■ AVAILABLE DATA ■
============

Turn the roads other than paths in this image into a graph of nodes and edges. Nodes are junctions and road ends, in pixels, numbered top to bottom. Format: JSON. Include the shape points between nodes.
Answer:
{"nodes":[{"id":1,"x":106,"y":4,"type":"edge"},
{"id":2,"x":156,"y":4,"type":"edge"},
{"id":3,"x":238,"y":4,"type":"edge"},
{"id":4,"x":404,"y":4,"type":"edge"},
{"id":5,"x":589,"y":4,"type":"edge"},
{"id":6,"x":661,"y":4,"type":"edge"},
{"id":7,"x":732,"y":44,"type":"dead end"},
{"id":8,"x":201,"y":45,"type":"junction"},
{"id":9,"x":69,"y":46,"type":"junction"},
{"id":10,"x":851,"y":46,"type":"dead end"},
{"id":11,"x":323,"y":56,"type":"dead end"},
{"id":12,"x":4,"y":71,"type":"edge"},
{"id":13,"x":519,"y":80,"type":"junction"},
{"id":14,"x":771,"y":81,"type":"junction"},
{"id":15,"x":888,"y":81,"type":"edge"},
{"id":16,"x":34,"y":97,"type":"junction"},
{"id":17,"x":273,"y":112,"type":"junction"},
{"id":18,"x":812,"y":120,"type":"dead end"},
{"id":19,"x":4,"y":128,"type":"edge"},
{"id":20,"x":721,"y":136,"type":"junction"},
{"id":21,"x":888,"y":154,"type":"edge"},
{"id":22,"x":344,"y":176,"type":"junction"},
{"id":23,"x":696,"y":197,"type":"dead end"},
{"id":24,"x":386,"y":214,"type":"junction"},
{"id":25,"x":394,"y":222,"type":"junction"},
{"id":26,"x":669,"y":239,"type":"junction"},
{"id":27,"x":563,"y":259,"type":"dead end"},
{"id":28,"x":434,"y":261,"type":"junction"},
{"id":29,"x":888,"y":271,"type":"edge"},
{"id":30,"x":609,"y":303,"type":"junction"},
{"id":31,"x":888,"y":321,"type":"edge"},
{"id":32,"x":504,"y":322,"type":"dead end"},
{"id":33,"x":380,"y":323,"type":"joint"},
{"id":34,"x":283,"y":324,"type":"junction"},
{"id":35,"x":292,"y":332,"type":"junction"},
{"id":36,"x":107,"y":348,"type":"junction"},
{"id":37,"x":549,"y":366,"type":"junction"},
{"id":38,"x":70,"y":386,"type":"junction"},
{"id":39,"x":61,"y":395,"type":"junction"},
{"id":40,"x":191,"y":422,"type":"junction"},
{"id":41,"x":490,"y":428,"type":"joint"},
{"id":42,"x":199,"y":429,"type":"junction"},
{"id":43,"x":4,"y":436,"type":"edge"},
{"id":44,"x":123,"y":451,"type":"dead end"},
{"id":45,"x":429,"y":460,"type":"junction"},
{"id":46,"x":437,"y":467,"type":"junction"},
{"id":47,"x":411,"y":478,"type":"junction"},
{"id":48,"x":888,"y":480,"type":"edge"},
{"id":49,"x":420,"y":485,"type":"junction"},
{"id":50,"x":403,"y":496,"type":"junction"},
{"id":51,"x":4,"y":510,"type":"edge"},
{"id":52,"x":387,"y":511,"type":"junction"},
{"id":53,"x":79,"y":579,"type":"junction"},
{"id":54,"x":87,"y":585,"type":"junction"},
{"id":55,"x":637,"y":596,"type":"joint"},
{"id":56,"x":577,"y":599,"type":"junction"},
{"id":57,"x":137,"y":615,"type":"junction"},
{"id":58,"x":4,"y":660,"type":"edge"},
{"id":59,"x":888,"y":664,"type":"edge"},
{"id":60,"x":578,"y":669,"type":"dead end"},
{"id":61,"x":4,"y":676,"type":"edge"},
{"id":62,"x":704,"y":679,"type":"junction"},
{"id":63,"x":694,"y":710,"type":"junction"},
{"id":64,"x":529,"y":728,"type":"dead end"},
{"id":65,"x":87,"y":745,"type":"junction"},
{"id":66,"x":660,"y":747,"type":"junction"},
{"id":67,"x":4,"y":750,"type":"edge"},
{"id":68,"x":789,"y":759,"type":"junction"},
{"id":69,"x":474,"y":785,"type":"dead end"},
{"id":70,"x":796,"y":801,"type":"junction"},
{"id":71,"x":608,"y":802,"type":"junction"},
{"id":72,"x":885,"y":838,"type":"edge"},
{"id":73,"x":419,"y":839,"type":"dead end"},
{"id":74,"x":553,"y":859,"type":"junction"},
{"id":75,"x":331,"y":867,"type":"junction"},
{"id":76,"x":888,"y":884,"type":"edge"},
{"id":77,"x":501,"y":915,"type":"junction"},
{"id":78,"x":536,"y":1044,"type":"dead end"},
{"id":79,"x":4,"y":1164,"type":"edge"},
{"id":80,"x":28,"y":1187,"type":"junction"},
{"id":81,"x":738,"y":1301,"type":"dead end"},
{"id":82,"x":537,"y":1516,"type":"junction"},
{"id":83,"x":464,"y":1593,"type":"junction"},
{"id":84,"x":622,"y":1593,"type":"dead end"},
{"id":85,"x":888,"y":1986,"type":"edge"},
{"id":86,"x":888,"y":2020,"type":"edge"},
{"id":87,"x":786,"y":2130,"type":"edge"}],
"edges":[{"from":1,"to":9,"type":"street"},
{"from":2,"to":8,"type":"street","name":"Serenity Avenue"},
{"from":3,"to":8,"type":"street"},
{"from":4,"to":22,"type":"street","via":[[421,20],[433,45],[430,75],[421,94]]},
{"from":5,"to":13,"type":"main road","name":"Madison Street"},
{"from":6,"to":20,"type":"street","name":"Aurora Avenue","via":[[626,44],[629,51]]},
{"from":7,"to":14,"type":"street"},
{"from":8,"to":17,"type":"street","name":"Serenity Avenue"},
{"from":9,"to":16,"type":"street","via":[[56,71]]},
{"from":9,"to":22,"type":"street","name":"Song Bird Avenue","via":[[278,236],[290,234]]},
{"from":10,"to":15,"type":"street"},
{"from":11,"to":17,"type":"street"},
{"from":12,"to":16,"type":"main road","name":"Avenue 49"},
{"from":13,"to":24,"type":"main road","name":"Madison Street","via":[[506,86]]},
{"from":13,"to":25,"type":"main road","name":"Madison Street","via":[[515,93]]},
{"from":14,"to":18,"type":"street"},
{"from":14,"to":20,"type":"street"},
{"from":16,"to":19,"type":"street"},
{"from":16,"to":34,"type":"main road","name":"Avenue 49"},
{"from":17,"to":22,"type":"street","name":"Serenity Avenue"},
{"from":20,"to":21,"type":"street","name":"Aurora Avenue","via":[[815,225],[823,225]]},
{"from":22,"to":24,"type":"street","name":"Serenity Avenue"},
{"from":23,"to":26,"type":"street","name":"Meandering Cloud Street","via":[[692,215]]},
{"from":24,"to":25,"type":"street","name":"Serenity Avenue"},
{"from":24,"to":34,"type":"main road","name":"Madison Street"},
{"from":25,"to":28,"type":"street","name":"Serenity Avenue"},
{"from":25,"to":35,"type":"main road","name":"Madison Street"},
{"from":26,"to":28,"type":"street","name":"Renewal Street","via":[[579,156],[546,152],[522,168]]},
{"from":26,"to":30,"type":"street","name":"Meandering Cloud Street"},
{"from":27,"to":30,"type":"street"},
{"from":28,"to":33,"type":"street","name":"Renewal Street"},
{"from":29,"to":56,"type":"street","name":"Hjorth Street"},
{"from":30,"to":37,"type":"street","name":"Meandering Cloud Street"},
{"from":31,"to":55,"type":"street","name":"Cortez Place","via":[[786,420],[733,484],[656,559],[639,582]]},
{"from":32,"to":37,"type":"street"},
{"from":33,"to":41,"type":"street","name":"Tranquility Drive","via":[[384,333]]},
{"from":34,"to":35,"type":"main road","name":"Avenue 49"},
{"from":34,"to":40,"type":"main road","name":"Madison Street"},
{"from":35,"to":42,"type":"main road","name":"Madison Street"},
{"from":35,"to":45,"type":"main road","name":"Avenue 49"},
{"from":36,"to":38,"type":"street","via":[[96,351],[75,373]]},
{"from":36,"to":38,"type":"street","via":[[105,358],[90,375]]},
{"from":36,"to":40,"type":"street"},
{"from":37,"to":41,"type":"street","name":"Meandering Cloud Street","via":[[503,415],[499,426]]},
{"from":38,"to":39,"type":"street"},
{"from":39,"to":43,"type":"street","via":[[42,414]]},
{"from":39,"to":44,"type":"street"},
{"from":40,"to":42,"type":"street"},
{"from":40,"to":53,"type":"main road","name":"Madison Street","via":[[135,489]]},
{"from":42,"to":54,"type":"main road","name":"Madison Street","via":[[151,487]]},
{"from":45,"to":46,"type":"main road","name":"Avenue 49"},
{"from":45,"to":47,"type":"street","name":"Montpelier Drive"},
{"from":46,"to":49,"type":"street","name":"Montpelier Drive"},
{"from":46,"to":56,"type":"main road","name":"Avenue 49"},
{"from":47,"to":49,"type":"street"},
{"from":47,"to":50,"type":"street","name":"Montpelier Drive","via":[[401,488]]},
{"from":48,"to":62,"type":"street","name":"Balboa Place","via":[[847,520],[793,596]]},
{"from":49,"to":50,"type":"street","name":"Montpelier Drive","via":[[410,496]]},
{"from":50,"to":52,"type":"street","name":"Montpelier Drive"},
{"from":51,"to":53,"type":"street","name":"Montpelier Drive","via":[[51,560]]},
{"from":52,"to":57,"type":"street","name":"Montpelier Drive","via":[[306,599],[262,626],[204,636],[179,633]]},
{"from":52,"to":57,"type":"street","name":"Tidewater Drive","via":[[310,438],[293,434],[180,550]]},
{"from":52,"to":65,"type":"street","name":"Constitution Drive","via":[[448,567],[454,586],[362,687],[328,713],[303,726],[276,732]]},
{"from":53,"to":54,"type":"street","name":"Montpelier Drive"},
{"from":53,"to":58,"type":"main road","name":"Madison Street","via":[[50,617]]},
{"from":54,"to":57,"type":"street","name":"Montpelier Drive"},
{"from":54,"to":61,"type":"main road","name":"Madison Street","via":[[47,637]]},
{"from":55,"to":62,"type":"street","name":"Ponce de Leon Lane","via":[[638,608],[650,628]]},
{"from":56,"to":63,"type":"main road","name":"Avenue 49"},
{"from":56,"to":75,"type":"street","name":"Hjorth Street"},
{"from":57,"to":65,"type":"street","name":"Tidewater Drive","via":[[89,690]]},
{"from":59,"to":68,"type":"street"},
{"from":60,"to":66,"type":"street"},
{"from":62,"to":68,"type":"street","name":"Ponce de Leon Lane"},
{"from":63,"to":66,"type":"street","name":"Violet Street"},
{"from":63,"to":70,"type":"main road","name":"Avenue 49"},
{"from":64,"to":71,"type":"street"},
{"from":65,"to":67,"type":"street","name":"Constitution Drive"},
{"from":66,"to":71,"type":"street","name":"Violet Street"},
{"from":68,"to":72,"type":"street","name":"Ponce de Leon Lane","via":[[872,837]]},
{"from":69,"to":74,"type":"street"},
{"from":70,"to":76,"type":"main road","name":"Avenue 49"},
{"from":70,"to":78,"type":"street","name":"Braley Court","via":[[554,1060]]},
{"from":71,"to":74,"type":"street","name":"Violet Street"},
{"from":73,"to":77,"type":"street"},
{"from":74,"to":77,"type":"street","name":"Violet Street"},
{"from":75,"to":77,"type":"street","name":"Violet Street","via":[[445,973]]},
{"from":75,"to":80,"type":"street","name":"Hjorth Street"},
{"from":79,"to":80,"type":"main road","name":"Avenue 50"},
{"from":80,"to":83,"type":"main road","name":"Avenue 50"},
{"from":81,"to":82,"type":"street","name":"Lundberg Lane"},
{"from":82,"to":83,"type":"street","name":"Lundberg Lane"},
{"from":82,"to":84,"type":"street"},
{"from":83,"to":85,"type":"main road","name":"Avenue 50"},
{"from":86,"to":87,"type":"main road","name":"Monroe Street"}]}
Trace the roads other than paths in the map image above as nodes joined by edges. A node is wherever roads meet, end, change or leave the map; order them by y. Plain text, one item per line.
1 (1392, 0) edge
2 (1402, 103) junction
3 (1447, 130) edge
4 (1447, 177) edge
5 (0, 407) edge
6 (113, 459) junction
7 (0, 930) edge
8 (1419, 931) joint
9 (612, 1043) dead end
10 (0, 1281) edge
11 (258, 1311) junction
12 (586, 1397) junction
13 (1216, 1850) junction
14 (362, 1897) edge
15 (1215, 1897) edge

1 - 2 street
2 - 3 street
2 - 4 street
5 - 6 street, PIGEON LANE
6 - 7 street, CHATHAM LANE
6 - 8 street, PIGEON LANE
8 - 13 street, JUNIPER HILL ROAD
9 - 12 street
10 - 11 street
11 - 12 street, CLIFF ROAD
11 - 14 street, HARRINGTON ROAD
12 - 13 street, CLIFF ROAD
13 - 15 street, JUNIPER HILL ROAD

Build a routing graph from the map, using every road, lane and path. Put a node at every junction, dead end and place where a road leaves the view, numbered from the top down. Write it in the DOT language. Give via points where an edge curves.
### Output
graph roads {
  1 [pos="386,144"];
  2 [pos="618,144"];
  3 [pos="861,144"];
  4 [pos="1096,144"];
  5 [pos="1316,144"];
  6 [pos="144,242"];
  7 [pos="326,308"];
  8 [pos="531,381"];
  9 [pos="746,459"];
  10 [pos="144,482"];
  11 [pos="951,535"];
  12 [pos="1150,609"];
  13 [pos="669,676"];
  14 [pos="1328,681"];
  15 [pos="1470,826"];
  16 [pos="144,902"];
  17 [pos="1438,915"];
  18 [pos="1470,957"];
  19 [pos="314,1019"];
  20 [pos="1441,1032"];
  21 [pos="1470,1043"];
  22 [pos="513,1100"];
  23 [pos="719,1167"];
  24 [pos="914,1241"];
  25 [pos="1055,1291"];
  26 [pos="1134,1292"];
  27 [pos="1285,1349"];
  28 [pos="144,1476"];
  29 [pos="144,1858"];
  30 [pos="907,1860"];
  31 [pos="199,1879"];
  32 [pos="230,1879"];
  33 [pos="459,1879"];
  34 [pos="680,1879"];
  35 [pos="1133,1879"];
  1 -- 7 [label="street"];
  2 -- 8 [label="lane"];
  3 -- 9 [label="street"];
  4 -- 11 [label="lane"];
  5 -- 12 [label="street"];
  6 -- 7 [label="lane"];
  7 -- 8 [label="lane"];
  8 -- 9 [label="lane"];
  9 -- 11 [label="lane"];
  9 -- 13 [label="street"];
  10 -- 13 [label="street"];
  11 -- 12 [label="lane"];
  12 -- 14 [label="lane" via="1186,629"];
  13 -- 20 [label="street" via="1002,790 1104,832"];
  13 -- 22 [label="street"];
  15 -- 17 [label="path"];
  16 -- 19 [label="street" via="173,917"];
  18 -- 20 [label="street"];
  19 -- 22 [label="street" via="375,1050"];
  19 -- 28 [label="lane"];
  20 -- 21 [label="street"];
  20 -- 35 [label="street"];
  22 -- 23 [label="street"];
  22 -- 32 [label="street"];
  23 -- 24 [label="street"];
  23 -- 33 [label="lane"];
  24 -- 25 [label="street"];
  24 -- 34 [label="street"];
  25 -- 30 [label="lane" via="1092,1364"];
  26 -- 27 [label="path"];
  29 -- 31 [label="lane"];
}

============

Looking through the records, copy out every line in which the word "Serenity" is found.

{"from":2,"to":8,"type":"street","name":"Serenity Avenue"},
{"from":8,"to":17,"type":"street","name":"Serenity Avenue"},
{"from":17,"to":22,"type":"street","name":"Serenity Avenue"},
{"from":22,"to":24,"type":"street","name":"Serenity Avenue"},
{"from":24,"to":25,"type":"street","name":"Serenity Avenue"},
{"from":25,"to":28,"type":"street","name":"Serenity Avenue"},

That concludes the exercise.